Innovative Safety Technology During Weather Emergencies
Weather emergencies are unavoidable, but healthcare facilities can utilize innovative technology to mitigate the danger and improve safety in healthcare. CENTEGIX® is honored to provide hospitals with tools to reduce violence in healthcare and can serve as the foundation for your facility’s multi-layered safety plan. The CENTEGIX Safety Platform™ is an innovative and comprehensive hospital safety solution designed to accelerate response and can empower your staff with the tools they need during weather emergencies.
Reliable Alerts
During weather emergencies, Wi-Fi and cellular signals are often unreliable. CENTEGIX CrisisAlert™ is a wearable duress button that connects to private LoRaWAN and Bluetooth networks so your staff will never have to worry about a lack of signal—even during a power outage.
The CrisisAlert wearable badge is an easy, rapid way for staff to request help to the exact location of the emergency.

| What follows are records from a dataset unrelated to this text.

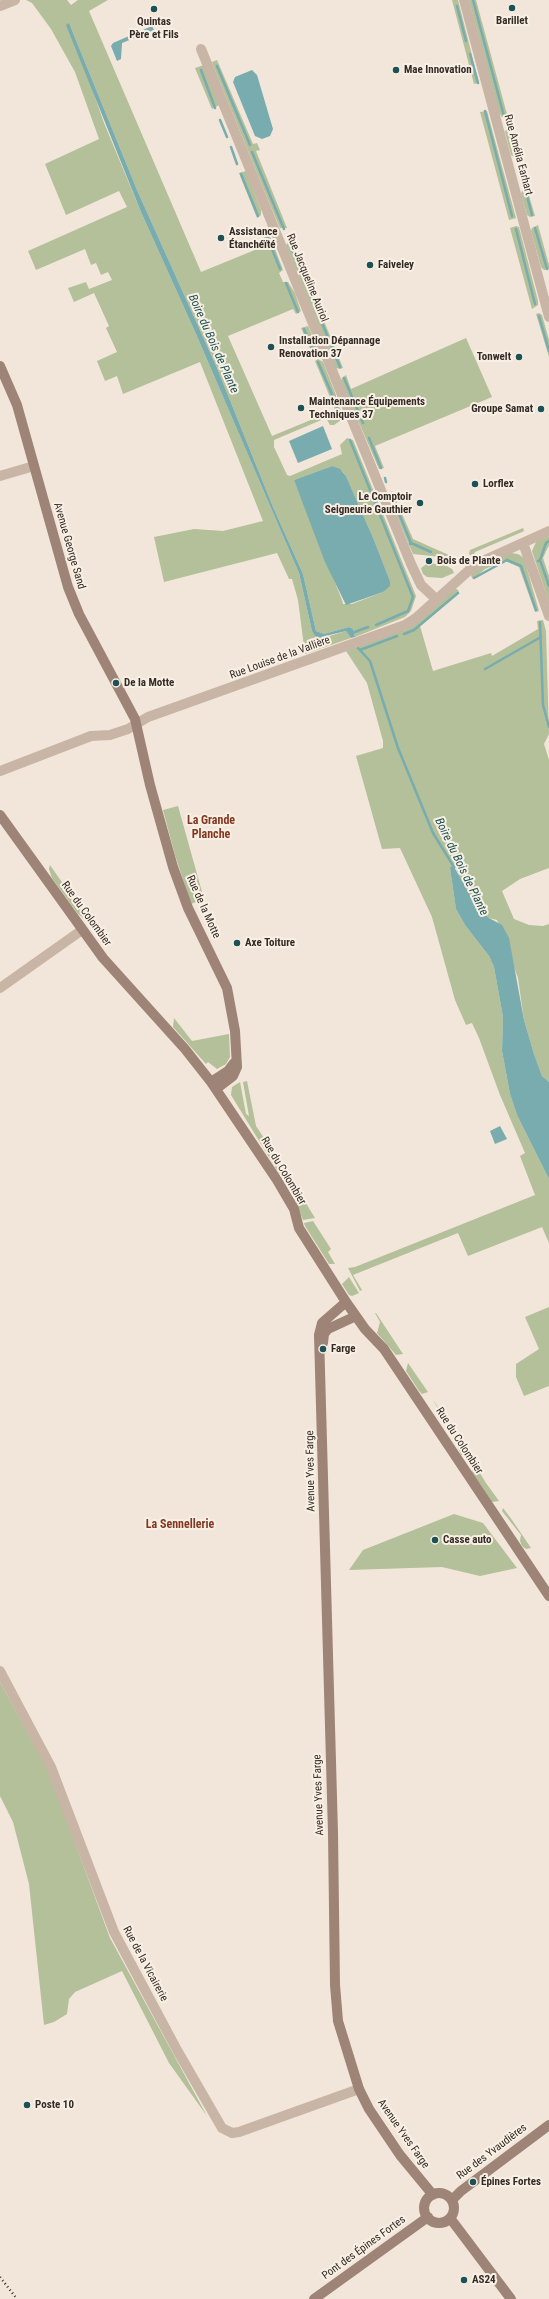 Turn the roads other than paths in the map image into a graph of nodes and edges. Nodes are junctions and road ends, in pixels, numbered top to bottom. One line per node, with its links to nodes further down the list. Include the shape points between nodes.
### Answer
1 (15, 0): 3 (street)
2 (464, 0): 5 (street, Rue Amélia Earhart)
3 (0, 6)
4 (201, 49): 11 (street, Rue Jacqueline Auriol, via 411,564 421,585)
5 (549, 317)
6 (0, 366): 7 (street, Avenue George Sand, via 17,405)
7 (34, 466): 8 (street); 13 (street, Avenue George Sand, via 71,596)
8 (0, 476)
9 (549, 531): 10 (street, Rue Louise de la Vallière)
10 (523, 543): 11 (street, Rue Louise de la Vallière, via 476,564); 12 (street)
11 (436, 599): 13 (street, Rue Louise de la Vallière, via 416,618 404,625 148,717)
12 (549, 616)
13 (137, 724): 14 (street, Rue Louise de la Vallière, via 110,735 96,735 84,739); 18 (street, Rue de la Motte, via 150,785 173,867 188,908 227,988 232,1010 236,1072)
14 (0, 771)
15 (0, 815): 16 (street, Rue du Colombier)
16 (82, 930): 17 (street); 18 (street, Rue du Colombier)
17 (0, 988)
18 (214, 1086): 19 (street, Rue du Colombier, via 277,1180 294,1209 299,1228)
19 (346, 1302): 20 (street, Rue du Colombier); 21 (street, Avenue Yves Farge, via 319,1328)
20 (356, 1316): 21 (street, Avenue Yves Farge, via 333,1326 324,1334); 22 (street, Rue du Colombier, via 384,1349)
21 (321, 1367): 24 (street, Avenue Yves Farge, via 335,1985 338,2021)
22 (549, 1596)
23 (0, 1671): 24 (street, Rue de la Vicairerie, via 51,1767 114,1932 222,2128 232,2133 239,2132)
24 (359, 2089): 26 (street, Avenue Yves Farge, via 383,2130)
25 (549, 2125): 27 (street, Rue des Yvaudières)
26 (433, 2195): 27 (street, via 445,2194); 28 (street, via 425,2204)
27 (452, 2200): 29 (street, via 454,2209)
28 (428, 2217): 29 (street, via 438,2223); 30 (street, Pont des Épines Fortes)
29 (450, 2218): 31 (street)
30 (314, 2299)
31 (511, 2299)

Whether staff are providing care in patient rooms, working in the emergency bay, or walking in the parking garage, CrisisAlert delivers 100% full-campus coverage.
In the event of an extreme weather emergency, CrisisAlert can initiate a lockdown with visual and audio alerts so the entire campus is made aware of the danger. With single-button activation, staff have an easy and reliable way to request help to any situation, and will never have to leave patients or worry responders will arrive to the wrong floor. Additionally, leaders can use their responder app to notify their teams of a campus-wide emergency, even if they’re remote.
Accessible Digital Mapping
EMS coordinators, first responders, and campus administrators must have access to the same updated maps to ensure a coordinated response. CENTEGIX Safety Blueprint™ provides hospitals and responders with digital, multi-layered campus maps—including the location of all safety assets.
Safety Blueprint is highly customizable and can be updated as necessary, ensuring staff and first responders always have correct and current information. When facilities experience a weather emergency that requires evacuation, Safety Blueprint can display evacuation routes to get everyone to safety quickly.
When planning for emergencies and promoting safety in healthcare, Safety Blueprint serves as a single source of truth for asset management and upkeep, informing healthcare leaders when certain assets are scheduled for maintenance or replacement.
Comprehensive Situational Awareness
In any emergency, the greater the number of variables you can account for, the better your response will be. CENTEGIX Safety Platform helps bolster situational awareness through features like Incident Activated Video (IAV) and allows responders to account for everyone on campus with solutions like CENTEGIX Visitor Management.
In an emergency, staff and patients are not the only ones that need protection in weather emergencies. Healthcare organizations receive a host of different visitors, such as patients’ families, vendors, and contractors. Those visitors must be included in your organization’s safety plan. The ability to pinpoint the location of each visitor in your facility can be the difference between a successful evacuation and a disaster.
CENTEGIX Visitor Management enhances administrators’ supervision of hospital traffic by logging every visitor on campus. The Enhanced Visitor Management feature is capable of locating all guests, volunteers, and contractors, in real-time, through digital maps.
Safely Weather the Storm with CENTEGIX
Empower your healthcare organization with the tools you need to rapidly respond to emergencies and improve safety in healthcare by partnering with CENTEGIX. CENTEGIX is an industry leader in wearable safety technology with over 600,000 badges in use. Leaders in over 12,000 locations nationwide trust CENTEGIX’s innovative safety solutions to empower and protect their people.